US5979416A

US5979416A - Plug-in pump for an internal combustion engine

Info

Publication number: US5979416A
Application number: US09/119,077
Authority: US
Inventors: Frank Berger
Original assignee: DaimlerChrysler AG
Current assignee: Mercedes Benz Group AG
Priority date: 1996-01-09
Filing date: 1998-07-09
Publication date: 1999-11-09
Anticipated expiration: 2016-12-20
Also published as: DE59608933D1; WO1997025530A1; EP0873471B1; DE19600561C1; EP0873471A1; BR9612417A

Abstract

A plug-in pump is provided for an internal combustion engine having a receiving bore in the cylinder block to accommodate the plug-in pump. The plug-in pump includes a pump plunger and a spring-loaded roller tappet driven by a cam of a camshaft. The longitudinal axis of the plug-in pump lies transversely in relation to the camshaft axis and at a distance from it, so that the longitudinal axis of the plug-in pump, seen in the direction of turn of the camshaft, lies in front of the camshaft axis.

Description

CROSS-REFERENCE TO RELATED APPLICATIONS

This application is a continuation under 35 U.S.C. 111(a) of pending international PCT Application No. PCT/EP96/05891, filed Dec. 20, 1996, and claims the priority of German application number 196 00 561.2, filed on Jan. 9, 1996, the disclosures of which are incorporated by reference herein.

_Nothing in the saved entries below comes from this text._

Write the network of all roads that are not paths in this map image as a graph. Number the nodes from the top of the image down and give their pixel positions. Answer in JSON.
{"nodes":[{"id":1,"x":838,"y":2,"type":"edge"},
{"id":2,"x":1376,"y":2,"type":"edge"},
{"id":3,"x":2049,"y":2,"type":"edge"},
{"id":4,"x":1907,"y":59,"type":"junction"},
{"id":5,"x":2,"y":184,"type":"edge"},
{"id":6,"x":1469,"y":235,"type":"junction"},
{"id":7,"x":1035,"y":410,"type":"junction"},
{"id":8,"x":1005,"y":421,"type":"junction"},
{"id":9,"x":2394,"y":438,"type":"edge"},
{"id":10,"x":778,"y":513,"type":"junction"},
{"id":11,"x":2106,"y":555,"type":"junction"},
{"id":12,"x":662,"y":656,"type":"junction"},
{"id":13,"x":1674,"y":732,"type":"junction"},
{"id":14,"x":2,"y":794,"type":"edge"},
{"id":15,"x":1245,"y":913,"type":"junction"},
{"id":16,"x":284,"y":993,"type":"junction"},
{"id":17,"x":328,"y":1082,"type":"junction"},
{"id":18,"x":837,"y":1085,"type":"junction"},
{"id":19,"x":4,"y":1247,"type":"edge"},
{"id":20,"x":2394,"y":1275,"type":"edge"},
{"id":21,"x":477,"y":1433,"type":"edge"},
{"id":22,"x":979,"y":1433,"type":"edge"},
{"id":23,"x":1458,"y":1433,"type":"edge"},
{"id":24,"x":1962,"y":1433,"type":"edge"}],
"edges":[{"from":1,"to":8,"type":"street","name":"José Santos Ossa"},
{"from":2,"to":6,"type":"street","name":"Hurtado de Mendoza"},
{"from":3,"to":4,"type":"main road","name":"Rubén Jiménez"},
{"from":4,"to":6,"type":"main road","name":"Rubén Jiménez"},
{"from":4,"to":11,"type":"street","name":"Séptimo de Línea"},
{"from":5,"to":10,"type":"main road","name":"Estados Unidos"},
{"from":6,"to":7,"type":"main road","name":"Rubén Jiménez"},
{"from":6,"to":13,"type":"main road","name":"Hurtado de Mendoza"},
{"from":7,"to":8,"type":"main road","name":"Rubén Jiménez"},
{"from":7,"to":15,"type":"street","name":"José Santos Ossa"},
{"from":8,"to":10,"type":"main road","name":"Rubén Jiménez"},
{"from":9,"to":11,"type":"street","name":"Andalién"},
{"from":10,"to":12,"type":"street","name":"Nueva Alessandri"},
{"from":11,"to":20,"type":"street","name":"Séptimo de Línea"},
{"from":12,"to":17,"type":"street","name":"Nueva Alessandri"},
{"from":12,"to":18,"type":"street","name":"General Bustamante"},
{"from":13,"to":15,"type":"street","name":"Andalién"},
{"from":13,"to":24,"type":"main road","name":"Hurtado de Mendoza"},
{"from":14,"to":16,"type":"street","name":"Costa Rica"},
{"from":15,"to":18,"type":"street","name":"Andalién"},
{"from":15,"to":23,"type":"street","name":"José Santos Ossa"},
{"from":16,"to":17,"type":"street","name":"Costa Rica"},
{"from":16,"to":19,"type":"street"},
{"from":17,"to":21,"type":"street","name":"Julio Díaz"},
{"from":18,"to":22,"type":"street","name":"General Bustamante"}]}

BACKGROUND AND SUMMARY OF THE INVENTION

The invention relates to a plug-in pump for an internal combustion engine.

A plug-in pump of this kind is known from EP 0 543 301 A1 (especially FIG. 2) whose pump part and actuating part plug into a receiving bore in the cylinder block of an internal combustion engine. The pump part that has a pump piston in the pump housing is structurally separate from the actuating part with the roller tappet that is driven by the cam, but the pump and actuating part have an operating connection with one another. The lengthwise axis of the plug-in pump runs transversely to the axis of the camshaft and intersects the camshaft axis at its imaginary extension.

This camshaft also has cams that actuate the charge-changing valves of the internal combustion engine by push rods adjacent to the respective receiving bores of the plug-in pump of each cylinder.

The goal of the invention is to recover space in the cylinder block in its lengthwise extent by special positioning of the cam-driven plug-in pumps, while simultaneously improving the running behavior and/or the alignment of the rollers of the roller tappets that are guided in a lengthwise displaceable manner and, simultaneously with this special positioning, also to simplify installation and removal of the plug-in pumps in order to minimize the cost of repair resulting from normal wear.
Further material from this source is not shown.